A summary of the day’s headlines

Thanks for reading our news coverage today. Here’s a summary of the main headlines:

  • The Reserve Bank increased the official cash rate this afternoon, lifting it by 0.5 percentage points to 0.85 per cent. The move was higher than economists predicted, with RBA governor Phil Lowe admitting the bank had underestimated the rate of inflation. The RBA also forecast more rate rises in coming months as it moves away from historic emergency-level lows. The local stockmarket plunged 1.5 per cent on the news.
  • Treasurer Jim Chalmers said the result would be “very difficult news” for many Australians as it comes amid increasing pressures on cost of living with rising grocery and electricity costs. He also said it would make it harder to pay down the nation's trillion-dollars debt.
  • Prime Minister Anthony Albanese is on his way home from Indonesia after enjoying a productive trip to the archipelago nation.
  • Resources Minister Madeleine King says the federal government is weighing up whether to hold back gas from the export market for Australia’s eastern states but called the issue a “complex matter”. She said it would be hard to “reverse engineer” the reserve of gas into the existing market.
  • British Prime Minister Boris Johnson won a confidence motion ballot 211 to 148. There was 41 per cent of his party room who voted against him - higher than that registered against former PMs when they faced off challenges, including Margaret Thatcher and John Major. But Johnson declared he was "happy" after the vote.
  • Australians’ overseas travel plans are being put in jeopardy due to delays in issuing new passports. With a massive backlog of passport applications after two years of border closures, the Department of Foreign Affairs and Trade says processing times have doubled since October and now advises applicants to allow at least six weeks to get their passports.
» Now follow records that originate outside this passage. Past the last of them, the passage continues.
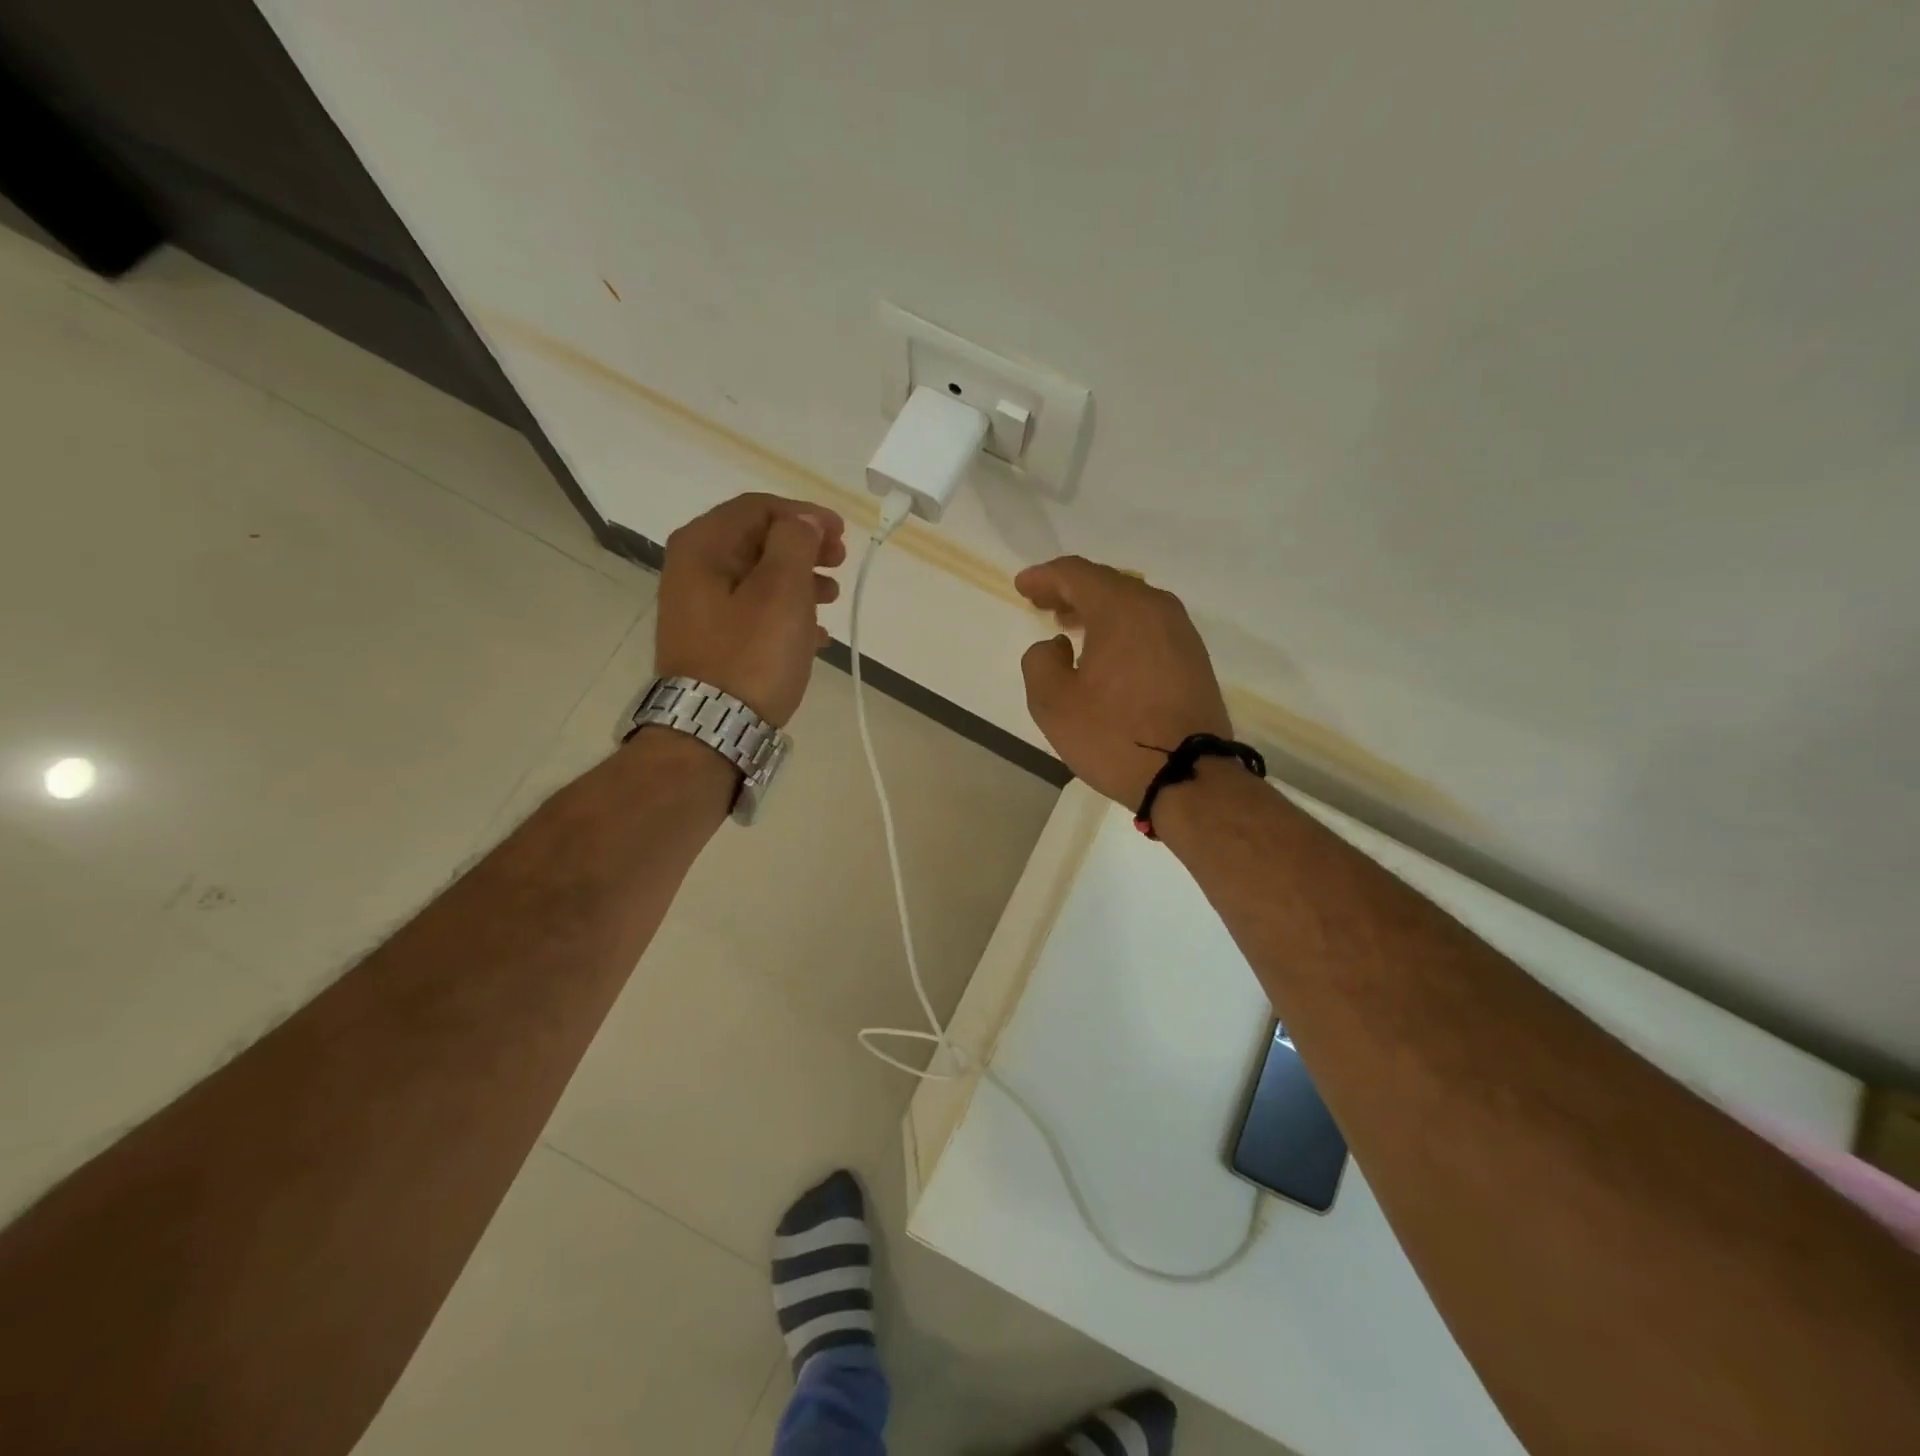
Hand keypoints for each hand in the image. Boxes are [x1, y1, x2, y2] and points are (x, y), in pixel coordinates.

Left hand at [655, 493, 845, 725]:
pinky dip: (785, 614)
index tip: (842, 534)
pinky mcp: (710, 641)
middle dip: (803, 548)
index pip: (757, 508)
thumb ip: (795, 543)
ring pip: (758, 578)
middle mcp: (692, 569)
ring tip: (832, 599)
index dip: (804, 514)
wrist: (711, 728)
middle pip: (756, 541)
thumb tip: (803, 520)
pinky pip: (753, 613)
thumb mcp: (781, 590)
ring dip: (799, 581)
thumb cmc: (751, 655)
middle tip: (839, 563)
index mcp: (703, 546)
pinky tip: (815, 636)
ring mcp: (699, 608)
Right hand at [1015, 557, 1230, 808]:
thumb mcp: (1053, 703)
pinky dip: (1121, 629)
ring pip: (1131, 605)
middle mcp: (1156, 608)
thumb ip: (1040, 661)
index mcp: (1121, 608)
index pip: (1076, 574)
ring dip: (1097, 610)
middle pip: (1107, 584)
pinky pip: (1148, 627)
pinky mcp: (1193, 659)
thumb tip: (1055, 647)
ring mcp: (1181, 633)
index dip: (1044, 577)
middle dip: (1071, 591)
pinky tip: (1106, 652)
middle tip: (1043, 604)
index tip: (1023, 586)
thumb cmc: (1114, 736)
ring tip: (1071, 626)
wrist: (1189, 775)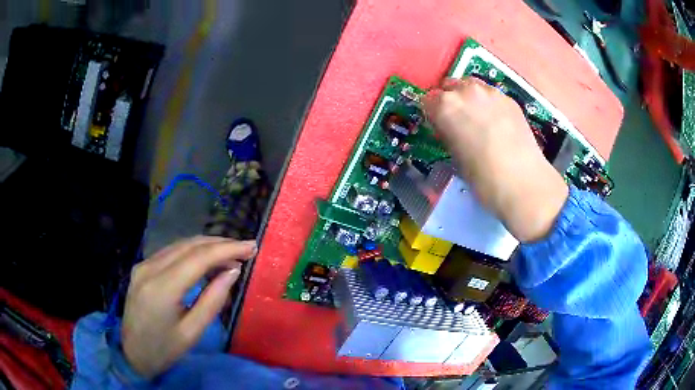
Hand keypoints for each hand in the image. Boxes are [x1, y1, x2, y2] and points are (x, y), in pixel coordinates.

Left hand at [121, 236, 255, 377]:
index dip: (227, 249)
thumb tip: (232, 272)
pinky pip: (171, 252)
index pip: (199, 258)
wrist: (132, 352)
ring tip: (230, 255)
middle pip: (189, 246)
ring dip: (207, 246)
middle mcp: (150, 268)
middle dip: (220, 244)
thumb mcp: (192, 332)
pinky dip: (192, 252)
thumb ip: (213, 300)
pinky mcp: (142, 267)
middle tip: (245, 248)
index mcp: (162, 288)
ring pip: (180, 245)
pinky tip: (206, 261)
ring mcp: (143, 265)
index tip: (251, 246)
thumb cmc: (164, 349)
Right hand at [422, 77, 567, 241]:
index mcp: (445, 106)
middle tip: (458, 122)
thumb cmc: (481, 177)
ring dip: (470, 99)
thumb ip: (448, 134)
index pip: (428, 101)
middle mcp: (466, 91)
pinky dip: (489, 105)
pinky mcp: (510, 99)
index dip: (432, 115)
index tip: (439, 126)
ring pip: (472, 87)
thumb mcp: (454, 157)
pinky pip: (492, 96)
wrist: (522, 181)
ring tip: (480, 120)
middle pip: (449, 86)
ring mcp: (491, 92)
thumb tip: (451, 129)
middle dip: (450, 101)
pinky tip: (498, 125)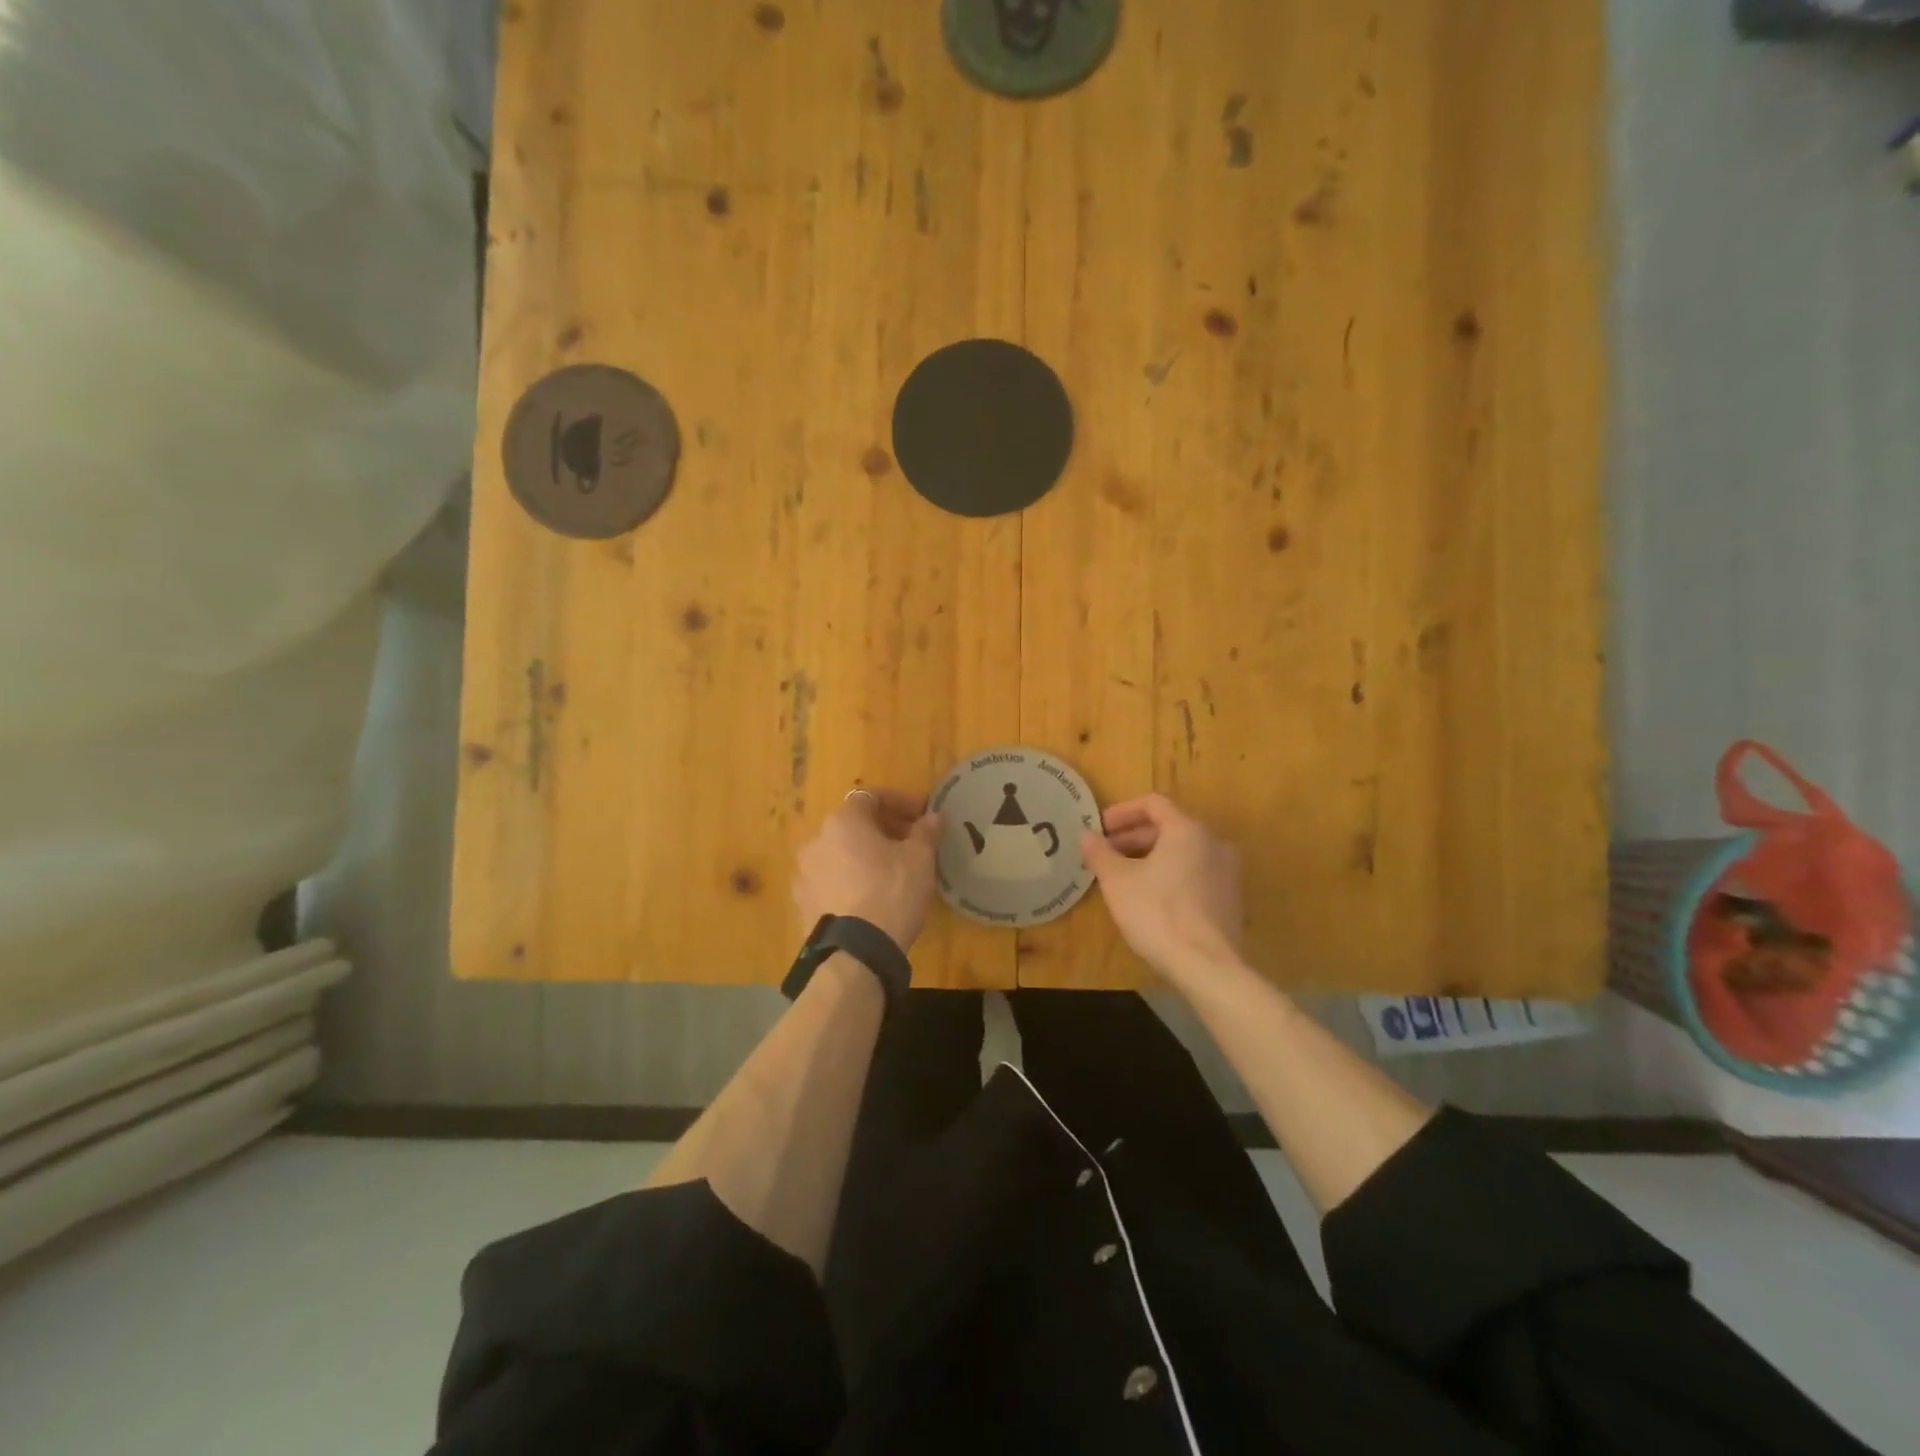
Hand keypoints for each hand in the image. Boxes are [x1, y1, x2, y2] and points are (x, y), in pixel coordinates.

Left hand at [794, 789, 943, 949]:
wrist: (856, 952)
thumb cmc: (891, 892)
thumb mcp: (920, 859)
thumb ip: (926, 832)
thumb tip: (933, 817)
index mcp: (842, 821)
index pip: (871, 797)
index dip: (900, 802)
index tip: (923, 815)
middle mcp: (816, 841)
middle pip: (853, 825)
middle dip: (883, 829)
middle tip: (911, 843)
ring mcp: (804, 873)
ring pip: (840, 853)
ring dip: (864, 855)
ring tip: (891, 872)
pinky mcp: (802, 904)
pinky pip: (831, 880)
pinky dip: (850, 879)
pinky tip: (869, 896)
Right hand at [1080, 794, 1243, 982]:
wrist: (1207, 966)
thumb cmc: (1157, 913)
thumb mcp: (1117, 881)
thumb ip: (1100, 853)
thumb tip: (1087, 835)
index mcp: (1188, 830)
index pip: (1153, 803)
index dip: (1122, 812)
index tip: (1099, 828)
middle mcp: (1214, 843)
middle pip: (1169, 827)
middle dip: (1133, 837)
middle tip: (1106, 854)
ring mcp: (1227, 872)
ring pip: (1182, 852)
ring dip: (1151, 857)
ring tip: (1123, 876)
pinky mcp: (1231, 899)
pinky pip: (1195, 874)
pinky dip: (1170, 875)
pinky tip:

We'll be back early in the morning. Have a good evening.

Analysis: Chalmers, Lowe face interest rate and inflation reckoning

By Shane Wright

In the past three decades, the Reserve Bank has only increased interest rates by more than half a percentage point on five occasions.

Three were in 1994 when then-governor Bernie Fraser took the cash rate from 4.5 per cent to 7.50 per cent between August and December. Then in 2000 when Ian Macfarlane added half a percentage point during the frothiest part of the dot.com boom and a surge in Australian housing prices.

Interest rates are only headed in one direction - up.

Interest rates are only headed in one direction - up.Credit:Suzanne White

Now Philip Lowe has joined the exclusive club, taking the cash rate to 0.85 per cent with a half percentage point hit.

There were two key points in Lowe’s statement announcing the move. They go to risks facing the bank, the economy and the new Albanese government.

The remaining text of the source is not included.